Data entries

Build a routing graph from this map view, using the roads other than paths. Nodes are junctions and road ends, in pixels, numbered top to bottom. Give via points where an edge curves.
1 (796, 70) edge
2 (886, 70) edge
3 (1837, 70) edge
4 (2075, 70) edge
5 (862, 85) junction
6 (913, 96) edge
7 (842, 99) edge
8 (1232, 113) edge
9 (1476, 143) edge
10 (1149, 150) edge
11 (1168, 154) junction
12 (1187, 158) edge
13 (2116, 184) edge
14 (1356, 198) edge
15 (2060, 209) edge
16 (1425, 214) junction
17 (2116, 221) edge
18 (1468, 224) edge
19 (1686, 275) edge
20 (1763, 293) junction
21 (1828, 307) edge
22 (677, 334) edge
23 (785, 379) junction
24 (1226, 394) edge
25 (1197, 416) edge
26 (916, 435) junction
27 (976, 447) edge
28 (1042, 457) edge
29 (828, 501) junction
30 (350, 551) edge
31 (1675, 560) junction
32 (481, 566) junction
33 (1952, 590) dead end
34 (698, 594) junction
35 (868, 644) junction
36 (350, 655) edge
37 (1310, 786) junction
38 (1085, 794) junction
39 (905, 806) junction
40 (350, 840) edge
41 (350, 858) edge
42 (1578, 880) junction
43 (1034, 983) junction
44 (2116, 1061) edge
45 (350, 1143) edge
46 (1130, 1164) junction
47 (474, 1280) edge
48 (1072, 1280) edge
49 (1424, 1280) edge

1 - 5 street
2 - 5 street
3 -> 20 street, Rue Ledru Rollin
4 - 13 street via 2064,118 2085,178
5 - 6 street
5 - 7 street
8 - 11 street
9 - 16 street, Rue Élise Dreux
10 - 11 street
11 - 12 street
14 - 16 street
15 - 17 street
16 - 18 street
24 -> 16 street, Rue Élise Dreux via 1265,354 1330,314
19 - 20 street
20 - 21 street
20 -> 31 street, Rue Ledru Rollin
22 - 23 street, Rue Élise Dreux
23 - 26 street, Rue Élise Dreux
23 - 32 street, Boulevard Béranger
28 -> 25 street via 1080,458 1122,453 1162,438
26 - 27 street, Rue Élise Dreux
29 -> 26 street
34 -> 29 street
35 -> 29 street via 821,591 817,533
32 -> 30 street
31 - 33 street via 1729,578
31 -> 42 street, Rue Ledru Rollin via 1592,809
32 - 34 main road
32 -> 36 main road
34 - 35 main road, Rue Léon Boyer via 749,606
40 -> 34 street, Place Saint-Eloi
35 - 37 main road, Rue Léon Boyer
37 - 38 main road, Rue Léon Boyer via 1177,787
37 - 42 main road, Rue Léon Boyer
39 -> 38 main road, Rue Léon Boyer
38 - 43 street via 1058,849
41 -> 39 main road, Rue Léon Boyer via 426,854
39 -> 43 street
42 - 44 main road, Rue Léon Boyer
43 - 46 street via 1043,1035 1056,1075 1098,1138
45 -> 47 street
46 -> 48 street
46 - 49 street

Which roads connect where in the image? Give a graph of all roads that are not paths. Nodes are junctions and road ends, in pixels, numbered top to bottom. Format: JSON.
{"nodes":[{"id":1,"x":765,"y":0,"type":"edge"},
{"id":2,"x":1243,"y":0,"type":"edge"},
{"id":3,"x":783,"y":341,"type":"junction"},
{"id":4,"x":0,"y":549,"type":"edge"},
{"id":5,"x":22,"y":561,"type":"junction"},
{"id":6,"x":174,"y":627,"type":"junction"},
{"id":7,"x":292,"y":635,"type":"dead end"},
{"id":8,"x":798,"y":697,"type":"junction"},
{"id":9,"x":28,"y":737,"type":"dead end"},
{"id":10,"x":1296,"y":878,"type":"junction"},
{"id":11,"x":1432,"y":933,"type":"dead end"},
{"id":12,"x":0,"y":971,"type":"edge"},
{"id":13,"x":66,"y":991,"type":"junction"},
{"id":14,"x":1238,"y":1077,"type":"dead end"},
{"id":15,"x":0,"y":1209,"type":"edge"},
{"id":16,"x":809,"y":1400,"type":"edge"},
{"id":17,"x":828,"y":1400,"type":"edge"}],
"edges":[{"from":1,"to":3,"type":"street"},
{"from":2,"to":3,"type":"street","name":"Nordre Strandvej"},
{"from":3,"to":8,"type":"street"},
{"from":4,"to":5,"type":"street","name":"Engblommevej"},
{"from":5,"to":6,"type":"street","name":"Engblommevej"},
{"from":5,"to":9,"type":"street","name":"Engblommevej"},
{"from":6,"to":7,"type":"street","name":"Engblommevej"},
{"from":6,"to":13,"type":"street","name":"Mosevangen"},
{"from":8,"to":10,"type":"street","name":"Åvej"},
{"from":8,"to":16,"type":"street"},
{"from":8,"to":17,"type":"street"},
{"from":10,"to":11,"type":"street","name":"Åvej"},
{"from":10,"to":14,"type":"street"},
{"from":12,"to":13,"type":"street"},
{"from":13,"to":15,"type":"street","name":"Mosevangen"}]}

EXERCISE DIRECTIONS —
A verbatim transcription of all the entries above is required.

THE COMPLETED TASK —
Build a routing graph from this map view, using the roads other than paths. Nodes are junctions and road ends, in pixels, numbered top to bottom. Give via points where an edge curves.
1 (796, 70) edge
2 (886, 70) edge
3 (1837, 70) edge
4 (2075, 70) edge
5 (862, 85) junction
6 (913, 96) edge
7 (842, 99) edge
8 (1232, 113) edge
9 (1476, 143) edge
10 (1149, 150) edge
11 (1168, 154) junction
12 (1187, 158) edge
13 (2116, 184) edge
14 (1356, 198) edge
15 (2060, 209) edge
16 (1425, 214) junction
17 (2116, 221) edge
18 (1468, 224) edge
19 (1686, 275) edge
20 (1763, 293) junction
21 (1828, 307) edge
22 (677, 334) edge
23 (785, 379) junction
24 (1226, 394) edge
25 (1197, 416) edge
26 (916, 435) junction
27 (976, 447) edge
28 (1042, 457) edge
29 (828, 501) junction
30 (350, 551) edge
31 (1675, 560) junction
32 (481, 566) junction
33 (1952, 590) dead end
34 (698, 594) junction
35 (868, 644) junction
36 (350, 655) edge
37 (1310, 786) junction
38 (1085, 794) junction
39 (905, 806) junction
40 (350, 840) edge
41 (350, 858) edge
42 (1578, 880) junction
43 (1034, 983) junction
44 (2116, 1061) edge
45 (350, 1143) edge
46 (1130, 1164) junction
47 (474, 1280) edge
48 (1072, 1280) edge
49 (1424, 1280) edge

1 - 5 street
2 - 5 street
3 -> 20 street, Rue Ledru Rollin
4 - 13 street via 2064,118 2085,178
5 - 6 street
5 - 7 street
8 - 11 street
9 - 16 street, Rue Élise Dreux
10 - 11 street
11 - 12 street
14 - 16 street
15 - 17 street
16 - 18 street
24 -> 16 street, Rue Élise Dreux via 1265,354 1330,314
19 - 20 street
20 - 21 street
20 -> 31 street, Rue Ledru Rollin
22 - 23 street, Rue Élise Dreux
23 - 26 street, Rue Élise Dreux
23 - 32 street, Boulevard Béranger
28 -> 25 street via 1080,458 1122,453 1162,438
26 - 27 street, Rue Élise Dreux
29 -> 26 street
34 -> 29 street
35 -> 29 street via 821,591 817,533
32 -> 30 street
31 - 33 street via 1729,578
31 -> 42 street, Rue Ledru Rollin via 1592,809
32 - 34 main road
32 -> 36 main road
34 - 35 main road, Rue Léon Boyer via 749,606
40 -> 34 street, Place Saint-Eloi
35 - 37 main road, Rue Léon Boyer
37 - 38 main road, Rue Léon Boyer via 1177,787
37 - 42 main road, Rue Léon Boyer
39 -> 38 main road, Rue Léon Boyer
38 - 43 street via 1058,849
41 -> 39 main road, Rue Léon Boyer via 426,854
39 -> 43 street
42 - 44 main road, Rue Léon Boyer
43 - 46 street via 1043,1035 1056,1075 1098,1138
45 -> 47 street
46 -> 48 street
46 - 49 street

Which roads connect where in the image? Give a graph of all roads that are not paths. Nodes are junctions and road ends, in pixels, numbered top to bottom. Format: JSON.
{"nodes":[{"id":1,"x":765,"y":0,"type":"edge"},
{"id":2,"x":1243,"y":0,"type":"edge"},
{"id":3,"x":783,"y":341,"type":"junction"},
{"id":4,"x":0,"y":549,"type":"edge"},
{"id":5,"x":22,"y":561,"type":"junction"},
{"id":6,"x":174,"y":627,"type":"junction"},
{"id":7,"x":292,"y":635,"type":"dead end"},
{"id":8,"x":798,"y":697,"type":"junction"},
{"id":9,"x":28,"y":737,"type":"dead end"},
{"id":10,"x":1296,"y":878,"type":"junction"},
{"id":11,"x":1432,"y":933,"type":"dead end"},
{"id":12,"x":0,"y":971,"type":"edge"},
{"id":13,"x":66,"y":991,"type":"junction"},
{"id":14,"x":1238,"y":1077,"type":"dead end"},
{"id":15,"x":0,"y":1209,"type":"edge"},
{"id":16,"x":809,"y":1400,"type":"edge"},
{"id":17,"x":828,"y":1400,"type":"edge"}],
"edges":[{"from":1,"to":3,"type":"street"},
{"from":2,"to":3,"type":"street","name":"Nordre Strandvej"},
{"from":3,"to":8,"type":"street"},
{"from":4,"to":5,"type":"street","name":"Engblommevej"},
{"from":5,"to":6,"type":"street","name":"Engblommevej"},
{"from":5,"to":9,"type":"street","name":"Engblommevej"},
{"from":6,"to":7,"type":"street","name":"Engblommevej"},
{"from":6,"to":13,"type":"street","name":"Mosevangen"},
{"from":8,"to":10,"type":"street","name":"Åvej"},
{"from":8,"to":16,"type":"street"},
{"from":8,"to":17,"type":"street"},
{"from":10,"to":11,"type":"street","name":"Åvej"},
{"from":10,"to":14,"type":"street"},
{"from":12,"to":13,"type":"street"},
{"from":13,"to":15,"type":"street","name":"Mosevangen"}]}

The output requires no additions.